The function can be used in both the gross and net procedures.

Prerequisites

  • The Deferral Item for the Purchase Value function is used for the position management categories Securities/Loans/Money Market Without Index-Linked Bonds (BFT1) and Index-Linked Bonds (BFT2) .

  • Under Other Components, in the amortization procedure you need to select Deferral Item for the Purchase Value .

    You make these settings in Customizing for Treasury and Risk Management by choosing Start of the navigation path Transaction Manager Next navigation step Accounting Next navigation step Settings for Position Management Next navigation step Key Date Valuation Next navigation step Define Amortization Procedure End of the navigation path .

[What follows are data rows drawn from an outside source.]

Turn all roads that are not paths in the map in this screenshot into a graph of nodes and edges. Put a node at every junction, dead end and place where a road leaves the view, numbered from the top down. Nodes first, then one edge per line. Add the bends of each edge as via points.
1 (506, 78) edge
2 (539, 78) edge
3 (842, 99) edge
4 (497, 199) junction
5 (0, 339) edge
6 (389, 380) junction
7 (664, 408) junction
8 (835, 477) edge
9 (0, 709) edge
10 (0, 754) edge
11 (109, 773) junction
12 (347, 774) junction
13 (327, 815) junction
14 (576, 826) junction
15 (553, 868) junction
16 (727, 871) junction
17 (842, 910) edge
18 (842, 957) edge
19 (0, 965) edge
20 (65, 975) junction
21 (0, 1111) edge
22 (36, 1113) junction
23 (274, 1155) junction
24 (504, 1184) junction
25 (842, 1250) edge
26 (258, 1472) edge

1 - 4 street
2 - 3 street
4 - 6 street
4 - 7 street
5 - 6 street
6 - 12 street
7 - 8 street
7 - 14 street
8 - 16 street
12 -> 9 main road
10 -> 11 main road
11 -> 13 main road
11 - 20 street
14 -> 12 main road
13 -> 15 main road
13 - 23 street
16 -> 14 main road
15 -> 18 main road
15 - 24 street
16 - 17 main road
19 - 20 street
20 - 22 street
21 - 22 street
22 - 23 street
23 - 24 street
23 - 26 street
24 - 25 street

  • You need to define, assign, and set up the required update types in the following IMG activities: Define Update Types and Assign Usages, Assign Update Types for Derived Business Transactions, and Assign Update Types for Valuation.

Examples

For zero bonds, it is required by law that the purchase value in the financial statement for tax purposes corresponds to the value of the issue yield curve as opposed to the purchase price paid. Zero bonds must therefore be amortized in accordance with the issue yield curve.

The difference in purchase price is managed as an accrued/deferred item and cleared equally over the term to the profit and loss account. The deferrals are cleared on an incremental basis for each position change and key date valuation.

The deferral item is not included in the book value nor taken into account when calculating price/rate gains.

Example 1

  • The purchase price of a zero bond amounting to 100,000 UNI (nominal amount) at a rate of 60% is 60,000. The current market value on the issue yield curve according to SAC amortization is 70,000.

  • The book value is 60,000.

  • The deferral item for the purchase value (deferred income) is displayed for the difference in amount of 10,000 on the issue yield curve. This amount is then cleared over the term on a linear basis.

  • If the security is sold at a price of 60,000 directly after it has been purchased, there is a price loss of 10,000. The posting-relevant translation of the deferral item and the offsetting posting ( deferred income ) clear the balance on the profit and loss account.